RDFS and SHACL (and OWL) are optional in a triple store, which expects the subject and predicate to be string URIs, and there is an object datatype and optional language:

  (?s ?p ?o <datatype> [lang])

  (?subject:URI, ?predicate:URI, ?object:datatype, object_datatype, [object_language])
RDFS introduces rdfs:domain and rdfs:range type restrictions for Properties, and rdfs:Class and rdfs:subClassOf.

`a` means `rdf:type`; which does not require RDFS:

  ("#xyz", a,        "https://schema.org/Thing")
  ("#xyz", rdf:type, "https://schema.org/Thing")
Quad stores have a graph_id string URI "?g" for Named Graphs:

  (?g ?s ?p ?o)

  ("https://example.org/ns/graphs/0", "#xyz", a, "https://schema.org/Thing")

  ("https://example.org/ns/graphs/1", "#xyz", a, "https://schema.org/ScholarlyArticle")
There's a W3C CG (Community Group) revising very many of the W3C Linked Data specs to support RDF-star: https://www.w3.org/groups/wg/rdf-star

Looks like they ended up needing to update basically most of the current specs: https://www.w3.org/groups/wg/rdf-star/tools

"RDF-star and SPARQL-star" (Draft Community Group Report; 08 December 2022) https://w3c.github.io/rdf-star/cg-spec/editors_draft.html

GH topics: rdf-star, rdfstar: https://github.com/topics/rdf-star, https://github.com/topics/rdfstar

pyDatalog does datalog with SQLAlchemy and e.g. just the SQLite database: https://github.com/pcarbonn/pyDatalog ; and it is apparently superseded by IDP-Z3: https://gitlab.com/krr/IDP-Z3/

From https://twitter.com/westurner/status/1000516851984723968 :

> A feature comparison of SQL w/ EAV, SPARQL/SPARUL, [SPARQL12 SPARQL-star, [T-SPARQL, SPARQLMT,]], Cypher, Gremlin, GraphQL, and Datalog would be a useful resource for evaluating graph query languages.

> I'd probably use unstructured text search to identify the relevant resources first.

noduerme · 3 years ago
That's a really neat example of something I'm not familiar with. Going up a tree from child to parent is often the heaviest part of dealing with regular datasets, and usually requires a mix of queries and application logic. The idea of flattening the data along some pattern like that is of course always possible in a relational db, but it's not usually efficient, especially not for heavy writing. Lateral joins and window partitions can help. But this seems like an interesting approach to removing the app code completely.
flyingsilverfin · 3 years ago
I work on TypeDB (https://vaticle.com/typedb), and it sits somewhere at this intersection. The exposed query language has elements of both logic programming constructs and graph-like structures. Both amount to a kind of "constraint" programming.
rapnie · 3 years ago
A quick peek shows it seems along similar lines as TerminusDB sorta kinda, but they have WOQL [0]. At this time I start to worry again about all the different kinds and flavours of query languages that are emerging.

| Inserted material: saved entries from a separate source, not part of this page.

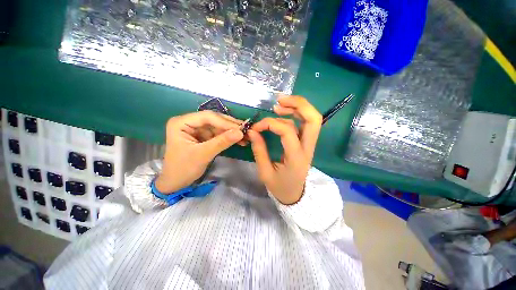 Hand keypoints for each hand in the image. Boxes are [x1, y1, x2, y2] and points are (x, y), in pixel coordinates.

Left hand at [155, 111, 243, 192]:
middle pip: (214, 120)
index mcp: (181, 122)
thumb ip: (222, 142)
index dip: (225, 122)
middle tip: (246, 130)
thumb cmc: (183, 168)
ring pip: (218, 127)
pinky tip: (238, 140)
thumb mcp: (203, 154)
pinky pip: (218, 134)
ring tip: (245, 137)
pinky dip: (228, 137)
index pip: (207, 117)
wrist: (176, 183)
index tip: (241, 128)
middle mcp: (189, 122)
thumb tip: (241, 132)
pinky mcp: (202, 136)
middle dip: (230, 126)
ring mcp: (196, 129)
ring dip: (231, 132)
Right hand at [247, 95, 321, 204]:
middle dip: (298, 105)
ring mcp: (309, 144)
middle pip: (314, 119)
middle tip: (278, 101)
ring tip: (278, 104)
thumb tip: (253, 132)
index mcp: (296, 158)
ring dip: (297, 107)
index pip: (288, 132)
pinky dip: (295, 113)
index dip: (270, 124)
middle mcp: (307, 148)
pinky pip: (305, 123)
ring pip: (312, 118)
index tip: (256, 128)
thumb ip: (259, 150)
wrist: (295, 194)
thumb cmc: (280, 186)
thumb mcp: (265, 172)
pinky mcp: (306, 142)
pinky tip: (283, 112) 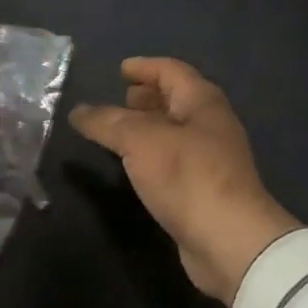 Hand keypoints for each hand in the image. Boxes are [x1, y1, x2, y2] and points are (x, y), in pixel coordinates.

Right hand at [71, 58, 299, 304]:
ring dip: (149, 126)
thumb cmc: (188, 177)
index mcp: (202, 102)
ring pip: (176, 131)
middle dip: (149, 96)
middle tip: (121, 97)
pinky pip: (175, 159)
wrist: (230, 240)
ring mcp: (212, 158)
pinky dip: (153, 154)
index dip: (145, 67)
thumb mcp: (140, 141)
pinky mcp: (206, 189)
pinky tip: (135, 165)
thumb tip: (78, 111)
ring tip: (120, 130)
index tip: (121, 69)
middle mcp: (211, 124)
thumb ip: (108, 123)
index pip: (172, 71)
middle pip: (177, 99) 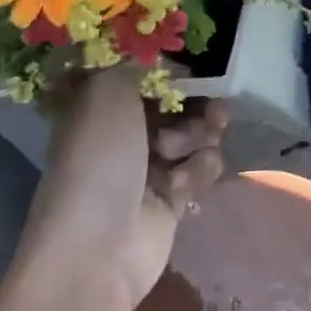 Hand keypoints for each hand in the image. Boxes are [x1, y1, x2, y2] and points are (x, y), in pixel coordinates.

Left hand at [26, 68, 226, 310]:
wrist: (98, 250)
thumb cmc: (97, 162)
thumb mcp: (107, 91)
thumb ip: (140, 62)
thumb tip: (170, 60)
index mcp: (102, 101)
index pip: (148, 71)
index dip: (173, 68)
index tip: (193, 69)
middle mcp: (126, 128)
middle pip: (180, 101)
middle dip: (199, 104)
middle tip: (213, 110)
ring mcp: (151, 163)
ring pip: (198, 133)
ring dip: (197, 139)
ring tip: (178, 155)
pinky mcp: (174, 195)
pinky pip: (202, 167)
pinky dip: (197, 173)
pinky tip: (179, 189)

[0] https://en.wikipedia.org/wiki/TerminusDB#Query_language

felixyz · 3 years ago
I really like TypeDB! Haven't been able to use it for anything serious yet, but have a couple of project brewing where it might fit :)
cmrdporcupine · 3 years ago
You might be interested in https://relational.ai/

Treats graph edges as binary relations ("graph normal form"), has a Datalog-ish language. Built for managing large interconnected knowledge sets in a declarative way.

I recommend this talk: https://www.youtube.com/watch?v=WRHy7M30mM4

felixyz · 3 years ago
Great project, not open source alas. This is another great talk about RelationalAI (and its precursor), highlighting how using powerful databases can simplify complex applications: https://www.hytradboi.com/2022/experience-report-building-en...
muattiyah · 3 years ago
ICYMI, there's an excellent interactive introduction to `datalog` that's referenced in the article's references.[0]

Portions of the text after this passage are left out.